Никифор Константинопольский обращает своё внимание и на основные функции изображения, которые, по его мнению, определяют высокую значимость религиозного искусства. Здесь он, как правило, повторяет идеи своих предшественников, но придаёт им несколько иной поворот. В частности, он обращает внимание на своеобразное психологическое воздействие изображения на зрителя. «Созерцая как бы сами [изображённые] предметы, каждый увлекается ими, оказывается благодаря образам как бы в присутствии [самих предметов], охватывается стремлением к добру, воодушевляется, возбуждаёт душу и ощущает себя находящимся в лучшем, чем прежде, настроении и состоянии». Никифор, таким образом, подошел здесь вплотную к тем проблемам воздействия искусства на зрителя (или восприятия искусства), которые новейшая эстетика дефинирует как вчувствование, сопричастность, сопереживание, эмоциональный настрой и т. п. Понятно, что тогда ещё не приспело время для специальных разысканий в этом направлении, однако важно отметить, что в византийской эстетике этого и последующего периодов вопрос о психологической функции искусства возникал достаточно регулярно, находя опору в постановке этой проблемы ещё патристикой IV-V вв.

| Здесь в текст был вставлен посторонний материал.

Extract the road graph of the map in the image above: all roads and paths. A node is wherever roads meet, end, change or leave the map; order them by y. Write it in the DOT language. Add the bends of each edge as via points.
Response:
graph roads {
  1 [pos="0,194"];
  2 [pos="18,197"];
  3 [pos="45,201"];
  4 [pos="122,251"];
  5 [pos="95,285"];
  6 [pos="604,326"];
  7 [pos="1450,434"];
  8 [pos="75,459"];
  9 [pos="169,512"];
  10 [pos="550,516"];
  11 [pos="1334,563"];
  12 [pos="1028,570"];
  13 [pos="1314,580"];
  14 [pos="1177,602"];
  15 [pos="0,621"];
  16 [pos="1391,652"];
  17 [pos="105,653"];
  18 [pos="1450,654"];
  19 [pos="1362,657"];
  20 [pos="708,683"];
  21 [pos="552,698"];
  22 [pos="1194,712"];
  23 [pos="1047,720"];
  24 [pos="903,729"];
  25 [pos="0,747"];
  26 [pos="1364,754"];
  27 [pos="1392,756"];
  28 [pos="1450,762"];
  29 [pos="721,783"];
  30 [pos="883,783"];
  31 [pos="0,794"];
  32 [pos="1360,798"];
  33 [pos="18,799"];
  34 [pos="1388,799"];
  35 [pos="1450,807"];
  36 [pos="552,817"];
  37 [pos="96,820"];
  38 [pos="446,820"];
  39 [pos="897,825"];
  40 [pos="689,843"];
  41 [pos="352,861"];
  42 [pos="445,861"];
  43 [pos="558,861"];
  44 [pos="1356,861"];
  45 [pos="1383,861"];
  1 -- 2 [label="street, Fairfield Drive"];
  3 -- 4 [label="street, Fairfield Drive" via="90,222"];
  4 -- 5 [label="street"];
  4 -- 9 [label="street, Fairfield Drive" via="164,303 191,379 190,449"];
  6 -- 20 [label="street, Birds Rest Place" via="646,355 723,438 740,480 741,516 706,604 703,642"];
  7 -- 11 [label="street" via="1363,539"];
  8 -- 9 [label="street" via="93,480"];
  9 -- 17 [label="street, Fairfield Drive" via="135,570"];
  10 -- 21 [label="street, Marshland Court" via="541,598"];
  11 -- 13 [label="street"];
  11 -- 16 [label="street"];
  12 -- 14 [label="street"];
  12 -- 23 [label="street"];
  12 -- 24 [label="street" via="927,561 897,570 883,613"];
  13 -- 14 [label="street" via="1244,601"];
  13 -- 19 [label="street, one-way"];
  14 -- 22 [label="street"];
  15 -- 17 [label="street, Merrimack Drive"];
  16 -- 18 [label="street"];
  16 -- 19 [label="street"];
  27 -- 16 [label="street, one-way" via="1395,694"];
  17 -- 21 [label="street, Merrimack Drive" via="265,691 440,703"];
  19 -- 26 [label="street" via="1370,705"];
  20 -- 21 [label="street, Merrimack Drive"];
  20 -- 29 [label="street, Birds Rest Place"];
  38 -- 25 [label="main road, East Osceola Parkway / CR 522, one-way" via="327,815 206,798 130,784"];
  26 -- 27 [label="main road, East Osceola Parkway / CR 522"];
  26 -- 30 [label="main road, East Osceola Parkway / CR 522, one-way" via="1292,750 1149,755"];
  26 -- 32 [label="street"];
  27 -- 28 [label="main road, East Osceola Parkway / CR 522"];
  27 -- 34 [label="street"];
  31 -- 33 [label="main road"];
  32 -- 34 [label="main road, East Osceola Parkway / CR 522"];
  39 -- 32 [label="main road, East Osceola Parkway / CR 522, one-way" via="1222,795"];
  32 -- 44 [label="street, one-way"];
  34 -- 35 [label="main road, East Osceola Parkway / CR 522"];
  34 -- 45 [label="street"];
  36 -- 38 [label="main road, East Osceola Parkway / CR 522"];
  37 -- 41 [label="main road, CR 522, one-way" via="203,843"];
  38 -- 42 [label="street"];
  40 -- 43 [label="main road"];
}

Вскрывая психологическую функцию изображения, Никифор приходит к выводу, что миметическое изображение, подражая лишь внешнему виду архетипа, каким-то образом (Никифор ещё не знает каким) передаёт зрителю информацию обо всем первообразе в целом, включая и его неописуемую и неизобразимую природу. Никифор улавливает важную тенденцию творчества художника: передавая внешний вид оригинала выразить в нем его невидимую глазом сущность. Художник, отмечает Никифор, изображая, не разделяет внешний вид и внутреннее содержание. первообраза, но стремится показать их в единстве. Живописец, пишет он, скорее соединяет, чем разделяет внешнее и внутреннее. В результате из-за «сходства с первообразом и благодаря воспоминанию в нашей памяти одновременно возникает не только видимый человеческий образ Христа, но даже, вследствие ипостасного единства и неделимости, - и [сам] Логос, хотя он неописуем и неизобразим по природе, невидим и совершенно непостижим». Собственно именно эта идея, хотя долгое время и не имевшая такой четкой формулировки, внутренне вдохновляла иконопочитателей. В какой-то мере её, видимо, пытался на неоплатонической основе понять и сформулировать и Феодор Студит в своей концепции «внутреннего эйдоса».

Рассматривая живопись, наполнявшую византийские храмы, Никифор разделяет её на две группы: декоративную (для украшения) и сакральную, или «священную». К первой он относит в основном зооморфные и растительные изображения на тканях и других предметах, используемых в культовом обиходе; сакральными считает изображения лиц и событий «священной истории». Все они выполняли различные функции в храме и соответственно им воспринимались верующими византийцами. «Изображения животных находятся в алтаре не для прославления и поклонения, а для украшения тканей, на которых они вышиты... Относя честь к святыне, он не уделяет этим изображениям ничего, кроме рассматривания».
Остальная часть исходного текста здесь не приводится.